**DATA FOR REVIEW:**
........

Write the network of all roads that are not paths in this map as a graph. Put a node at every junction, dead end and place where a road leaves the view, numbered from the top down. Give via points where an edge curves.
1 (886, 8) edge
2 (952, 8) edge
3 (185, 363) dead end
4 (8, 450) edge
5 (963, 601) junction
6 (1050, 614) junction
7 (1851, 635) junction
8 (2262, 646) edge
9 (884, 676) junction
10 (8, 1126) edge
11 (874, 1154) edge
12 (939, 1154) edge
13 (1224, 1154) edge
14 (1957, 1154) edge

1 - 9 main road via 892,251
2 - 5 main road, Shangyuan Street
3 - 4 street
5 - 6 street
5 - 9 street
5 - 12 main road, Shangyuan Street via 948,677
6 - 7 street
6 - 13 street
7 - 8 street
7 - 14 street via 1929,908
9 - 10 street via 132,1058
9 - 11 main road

........

**TASK:**
Please write out the whole of the material exactly.

**YOUR RESPONSE:**
Write the network of all roads that are not paths in this map as a graph. Put a node at every junction, dead end and place where a road leaves the view, numbered from the top down. Give via points where an edge curves.
1 (886, 8) edge
2 (952, 8) edge
3 (185, 363) dead end
4 (8, 450) edge
5 (963, 601) junction
6 (1050, 614) junction
7 (1851, 635) junction
8 (2262, 646) edge
9 (884, 676) junction
10 (8, 1126) edge
11 (874, 1154) edge
12 (939, 1154) edge
13 (1224, 1154) edge
14 (1957, 1154) edge

1 - 9 main road via 892,251
2 - 5 main road, Shangyuan Street
3 - 4 street
5 - 6 street
5 - 9 street
5 - 12 main road, Shangyuan Street via 948,677
6 - 7 street
6 - 13 street
7 - 8 street
7 - 14 street via 1929,908
9 - 10 street via 132,1058
9 - 11 main road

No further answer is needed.